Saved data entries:

--- START ---

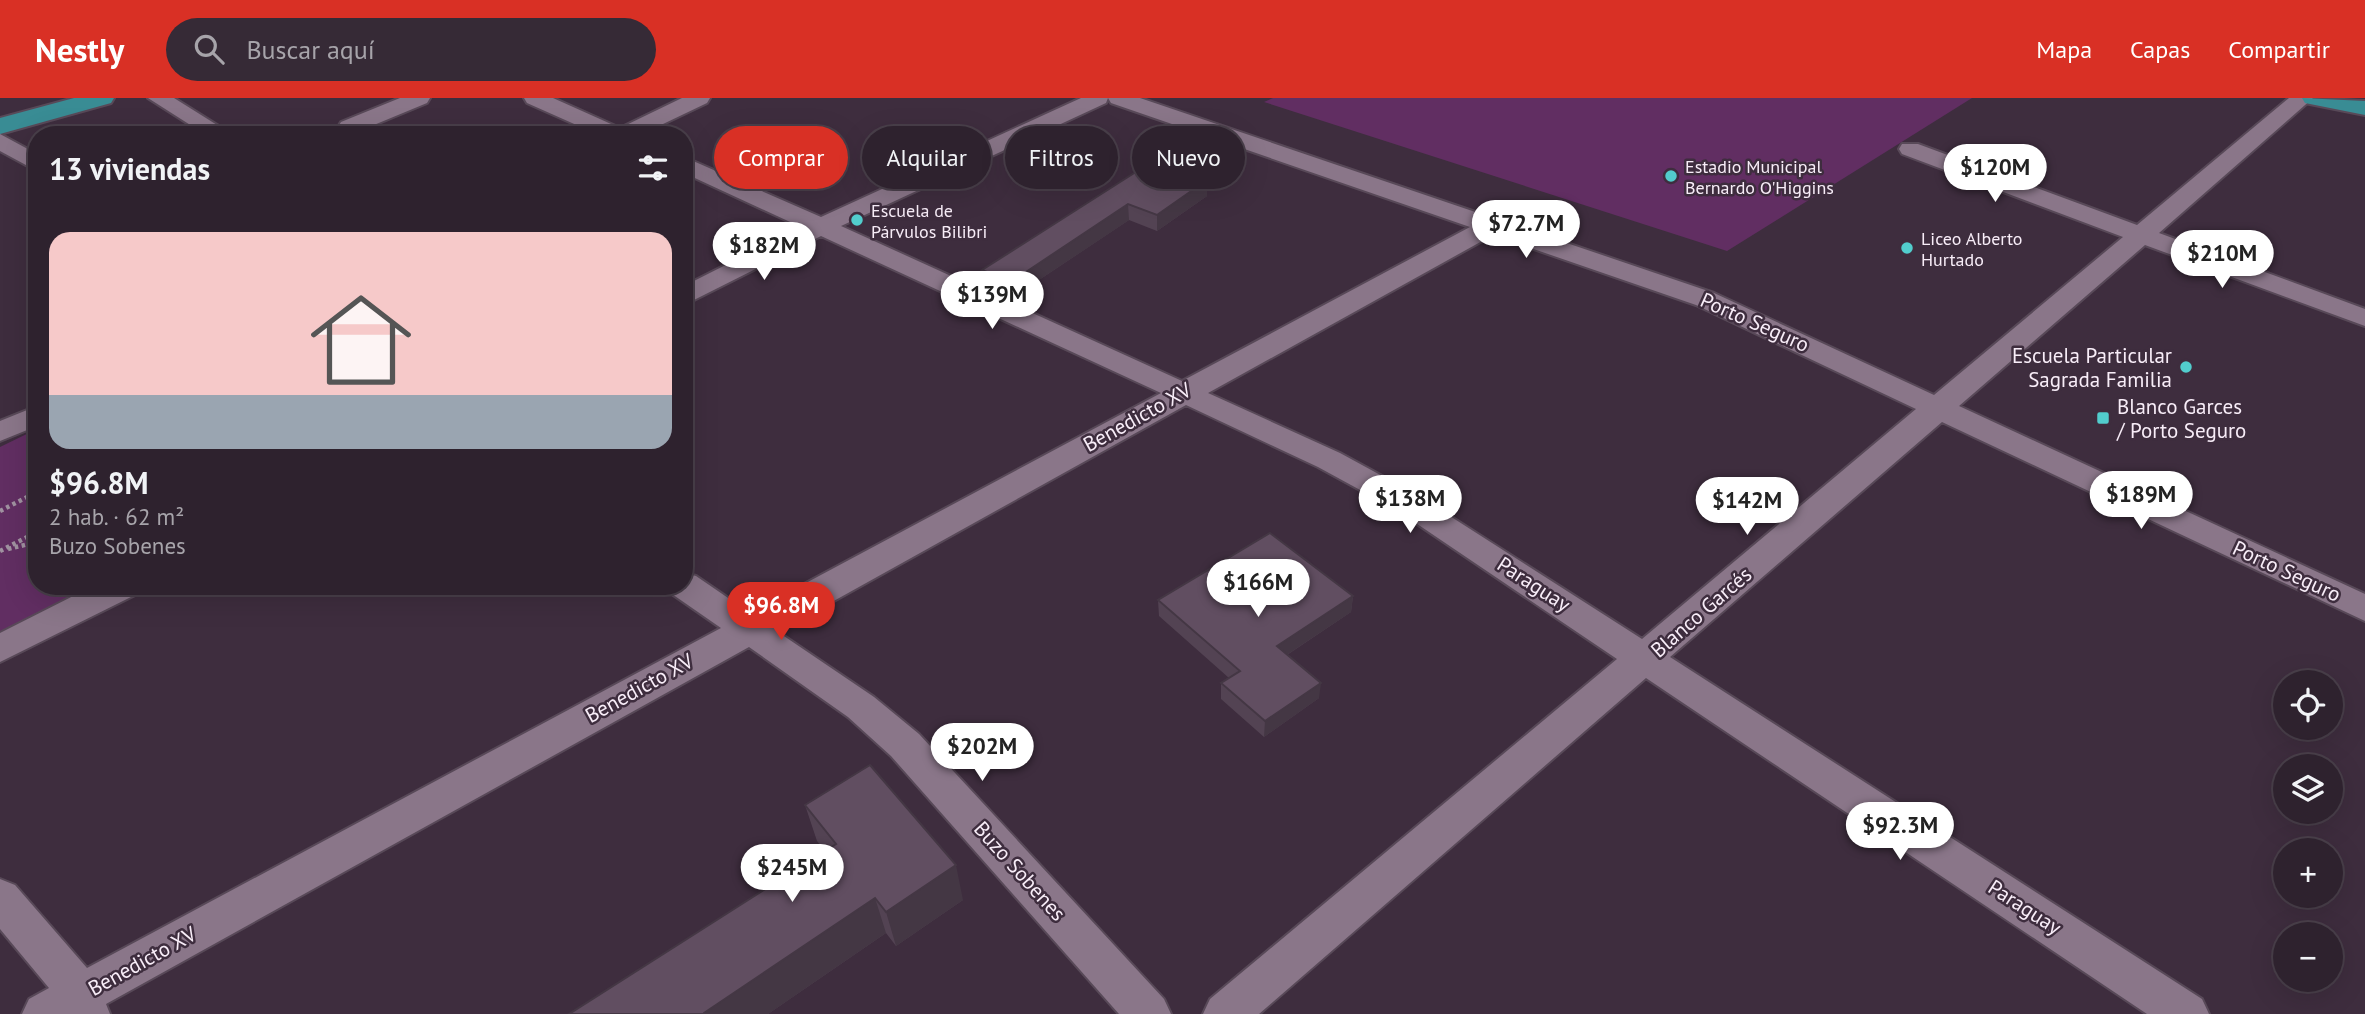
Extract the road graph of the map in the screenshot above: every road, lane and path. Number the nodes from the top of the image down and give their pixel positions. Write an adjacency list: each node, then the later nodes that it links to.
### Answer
1 (102, 98): 11 (main road)
2 (159, 98): 12 (street)
3 (419, 98): 13 (street)
4 (536, 98): 14 (street)
5 (699, 98): 15 (street)
6 (1098, 98): 21 (street)
7 (1119, 98): 20 (street, Porto Seguro)
8 (2302, 98): 22 (street, Blanco Garcés)
9 (2314, 98): 10 (main road)
10 (2365, 108)
11 (0, 126)
12 (207, 126)
13 (351, 126)
14 (600, 126)
15 (639, 126)
16 (0, 141): 18 (street)
17 (1910, 149): 22 (street)
18 (28, 158)
19 (693, 168): 21 (street, Paraguay)
20 (1492, 225): 25 (street, Benedicto XV); 26 (street, Porto Seguro)
21 (822, 226): 23 (street); 25 (street, Paraguay)
22 (2142, 235): 24 (street); 26 (street, Blanco Garcés)
23 (693, 292)
24 (2365, 318)
25 (1183, 392): 37 (street, Benedicto XV); 39 (street, Paraguay)
26 (1940, 407): 36 (street, Porto Seguro); 39 (street, Blanco Garcés)
27 (28, 419): 28 (street)
28 (0, 432)
29 (28, 497): 30 (path)
30 (0, 511)
31 (28, 537): 33 (path)
32 (28, 544): 33 (path)
33 (0, 551)
34 (693, 591): 37 (street, Buzo Sobenes)
35 (105, 595): 38 (street)
36 (2365, 608)
37 (748, 629): 41 (street, Benedicto XV); 42 (street, Buzo Sobenes)
38 (0, 649)
39 (1648, 658): 43 (street, Blanco Garcés); 44 (street, Paraguay)
40 (0, 898): 41 (street)
41 (71, 1007)
42 (1148, 1014)
43 (1226, 1014)
44 (2186, 1014)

--- END ---

> Your objective
Leaving all pictures aside, quote each record exactly.

> Solution for this exercise
Extract the road graph of the map in the screenshot above: every road, lane and path. Number the nodes from the top of the image down and give their pixel positions. Write an adjacency list: each node, then the later nodes that it links to.
### Answer
1 (102, 98): 11 (main road)
2 (159, 98): 12 (street)
3 (419, 98): 13 (street)
4 (536, 98): 14 (street)
5 (699, 98): 15 (street)
6 (1098, 98): 21 (street)
7 (1119, 98): 20 (street, Porto Seguro)
8 (2302, 98): 22 (street, Blanco Garcés)
9 (2314, 98): 10 (main road)
10 (2365, 108)
11 (0, 126)
12 (207, 126)
13 (351, 126)
14 (600, 126)
15 (639, 126)
16 (0, 141): 18 (street)
17 (1910, 149): 22 (street)
18 (28, 158)
19 (693, 168): 21 (street, Paraguay)
20 (1492, 225): 25 (street, Benedicto XV); 26 (street, Porto Seguro)
21 (822, 226): 23 (street); 25 (street, Paraguay)
22 (2142, 235): 24 (street); 26 (street, Blanco Garcés)
23 (693, 292)
24 (2365, 318)
25 (1183, 392): 37 (street, Benedicto XV); 39 (street, Paraguay)
26 (1940, 407): 36 (street, Porto Seguro); 39 (street, Blanco Garcés)
27 (28, 419): 28 (street)
28 (0, 432)
29 (28, 497): 30 (path)
30 (0, 511)
31 (28, 537): 33 (path)
32 (28, 544): 33 (path)
33 (0, 551)
34 (693, 591): 37 (street, Buzo Sobenes)
35 (105, 595): 38 (street)
36 (2365, 608)
37 (748, 629): 41 (street, Benedicto XV); 42 (street, Buzo Sobenes)
38 (0, 649)
39 (1648, 658): 43 (street, Blanco Garcés); 44 (street, Paraguay)
40 (0, 898): 41 (street)
41 (71, 1007)
42 (1148, 1014)
43 (1226, 1014)
44 (2186, 1014)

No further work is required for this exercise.